_AIM OF THE EXERCISE:_
Pictures aside, each entry has to be returned exactly as it stands.
START EXERCISE MATERIAL
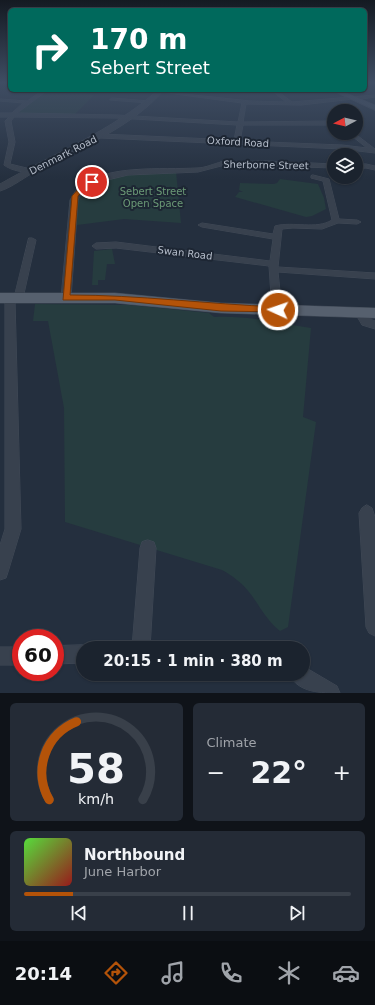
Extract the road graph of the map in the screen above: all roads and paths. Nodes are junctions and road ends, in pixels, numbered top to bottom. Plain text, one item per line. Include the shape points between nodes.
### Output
1 (135, 114) edge
2 (242, 114) edge
3 (0, 115) edge
4 (12, 115) junction
5 (132, 117) junction
6 (240, 123) junction
7 (327, 123) edge
8 (101, 136) junction
9 (360, 140) edge
10 (237, 141) junction
11 (375, 151) edge
12 (10, 153) junction
13 (0, 154) edge
14 (327, 166) edge
15 (363, 166) edge
16 (366, 166) junction
17 (375, 168) edge
18 (32, 170) junction
19 (313, 177) dead end
20 (1, 187) edge
21 (357, 222) dead end
22 (333, 223) junction
23 (202, 225) dead end
24 (276, 237) junction
25 (31, 240) dead end
26 (96, 246) dead end
27 (273, 266) junction
28 (375, 276) edge
29 (10, 298) edge
30 (66, 298) junction
31 (278, 310) junction
32 (366, 313) edge
33 (375, 325) edge
34 (367, 513) dead end
35 (148, 548) dead end
36 (0, 572) edge
37 (375, 627) edge
38 (141, 641) edge
39 (76, 654) edge
40 (64, 655) edge
41 (0, 656) edge
42 (12, 656) edge
43 (310, 681) edge
44 (330, 693) edge

1 - 5 street, Denmark Road
2 - 6 street
3 - 4 street
4 - 5 street
4 - 12 street via 7,129 12,142
5 - 6 street
5 - 8 street, Denmark Road
6 - 7 street
6 - 10 street
8 - 10 street, Oxford Road
8 - 18 street, Denmark Road
9 - 11 street
10 - 11 street, Oxford Road
11 - 16 street
12 - 13 street
12 - 18 street via 8,167
14 - 30 street, Sherborne Street via 229,163 199,170 133,173 87,184 78,191 74,200
15 - 16 street
16 - 17 street
18 - 20 street, Denmark Road
19 - 22 street via 326,178
21 - 22 street
22 - 24 street via 321,228 286,225 278,228
23 - 24 street
24 - 27 street
25 - 29 street
26 - 27 street, Swan Road via 116,245
27 - 28 street, Swan Road
27 - 31 street
29 - 30 main road
29 - 36 street via 13,529
30 - 31 main road via 115,298 221,308
31 - 32 main road
32 - 33 street via 366,322
34 - 37 street
35 - 38 street
39 - 40 street
41 - 42 street
43 - 44 street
END EXERCISE MATERIAL
_EXERCISE ANSWER:_
Extract the road graph of the map in the screen above: all roads and paths. Nodes are junctions and road ends, in pixels, numbered top to bottom. Plain text, one item per line. Include the shape points between nodes.
### Output
1 (135, 114) edge
2 (242, 114) edge
3 (0, 115) edge
4 (12, 115) junction
5 (132, 117) junction
6 (240, 123) junction
7 (327, 123) edge
8 (101, 136) junction
9 (360, 140) edge
10 (237, 141) junction
11 (375, 151) edge
12 (10, 153) junction
13 (0, 154) edge
14 (327, 166) edge
15 (363, 166) edge
16 (366, 166) junction
17 (375, 168) edge
18 (32, 170) junction
19 (313, 177) dead end
20 (1, 187) edge
21 (357, 222) dead end
22 (333, 223) junction
23 (202, 225) dead end
24 (276, 237) junction
25 (31, 240) dead end
26 (96, 246) dead end
27 (273, 266) junction
28 (375, 276) edge
29 (10, 298) edge
30 (66, 298) junction
31 (278, 310) junction
32 (366, 313) edge
33 (375, 325) edge
34 (367, 513) dead end
35 (148, 548) dead end
36 (0, 572) edge
37 (375, 627) edge
38 (141, 641) edge
39 (76, 654) edge
40 (64, 655) edge
41 (0, 656) edge
42 (12, 656) edge
43 (310, 681) edge
44 (330, 693) edge

1 - 5 street, Denmark Road
2 - 6 street
3 - 4 street
4 - 5 street
4 - 12 street via 7,129 12,142
5 - 6 street
5 - 8 street, Denmark Road
6 - 7 street
6 - 10 street
8 - 10 street, Oxford Road
8 - 18 street, Denmark Road
9 - 11 street
10 - 11 street, Oxford Road
11 - 16 street
12 - 13 street
12 - 18 street via 8,167
14 - 30 street, Sherborne Street via 229,163 199,170 133,173 87,184 78,191 74,200
15 - 16 street
16 - 17 street
18 - 20 street, Denmark Road
19 - 22 street via 326,178
21 - 22 street
22 - 24 street via 321,228 286,225 278,228
23 - 24 street
24 - 27 street
25 - 29 street
26 - 27 street, Swan Road via 116,245
27 - 28 street, Swan Road
27 - 31 street
29 - 30 main road
29 - 36 street via 13,529
30 - 31 main road via 115,298 221,308
31 - 32 main road
32 - 33 street via 366,322
34 - 37 street
35 - 38 street
39 - 40 street
41 - 42 street
43 - 44 street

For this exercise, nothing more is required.